Both gothic and postcolonial traditions of literature transgress boundaries and limitations imposed by secular modern authority. At stake are the enchanted spaces, times, people, and competing systems of sacred authority. As the logic of secular modernity assigns enchantment to the realm of the irrational, myths invested with alternative authority become repressed. Through the traumas resulting from such repression or outright oppression, enchantment returns sometimes in twisted and distorted forms through monsters, ghosts, and haunted memories.

With the recent publication of Charles Taylor’s A Secular Age, the connection between the gothic and the postcolonial becomes more apparent as both traditions witness the survivance of enchantment despite the rule of secular modernity. The postcolonial gothic brings the two traditions together not only in such established works as Jean Rhys’s Wide Sargasso Sea, Tayeb Salih’s Season of Migration to the North, Toni Morrison’s Beloved, and Fred D’Aguaiar’s Feeding the Ghosts but also in recent works that will be the examples used for this study: Robert Barclay’s Melal, Indra Sinha’s Animal’s People, and Linda Hogan’s People of the Whale. With these examples, we will see how the postcolonial gothic challenges the disenchanted world of secular modernity by offering a postcolonial gothic ecology which reconciles those traumatized by modernity’s insensitive incursions into local ecosystems with their local communities through their enchanting connections to their local place.


Joseph Towle (University of Minnesota, Minneapolis MN): "Críticos incómodos: La novela Muertos incómodos"

The novel Muertos incómodos (falta lo que falta) written by Subcomandante Marcos and Paco Ignacio Taibo II represents a new type of novel in Latin America. The novel first appeared in installments in the Mexican newspaper La Jornada one chapter at time between December 5, 2004 and February 20, 2005 with both writers alternating writing the chapters; Subcomandante Marcos the first and subsequent odd chapters and Taibo writing the even chapters, all of which were made available to the public in each Sunday print and online edition for twelve consecutive weeks.

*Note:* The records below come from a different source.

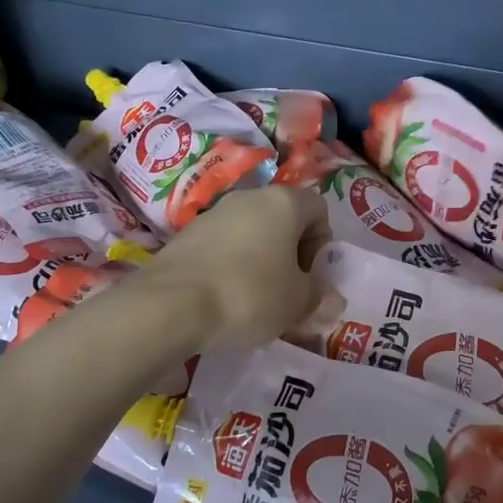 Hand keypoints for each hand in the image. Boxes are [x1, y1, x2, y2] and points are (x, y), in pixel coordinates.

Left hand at [137, 185, 328, 351]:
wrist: (171, 305)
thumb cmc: (250, 294)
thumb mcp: (297, 303)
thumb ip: (319, 297)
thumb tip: (331, 300)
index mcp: (283, 202)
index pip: (319, 209)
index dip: (322, 243)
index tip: (312, 276)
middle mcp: (249, 198)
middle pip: (283, 221)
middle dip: (291, 255)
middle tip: (289, 292)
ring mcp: (213, 214)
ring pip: (251, 234)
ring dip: (260, 262)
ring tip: (256, 302)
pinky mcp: (185, 236)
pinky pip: (222, 248)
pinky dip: (231, 268)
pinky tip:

It is within this context that the authors began to pen their new literary experiment and by no means would it be immune to scrutiny and critique. Critiques came from Carlos Monsivaís and Homero Aridjis as well as from professors in the United States, such as Glen Close and Lewis-Sebring Professor in Latin American and Latino Culture, Ilan Stavans. Muertos incómodos marks a sharp break from traditional structures of the novel, yet the manner in which the novel has been critiqued by the aforementioned critics is done from a Western, Eurocentric paradigm. Since this novel originated from Latin America and its logic stems from non-Western and non-European frameworks it will be more useful, as Susan Brill de Ramírez maintains in Contemporary American Indian Literatures and the Oral Tradition (1999), to not use western interpretive theories to analyze non-western cultural productions, but instead to consider the relationship between orality and writing and the novel’s otro modo de pensar.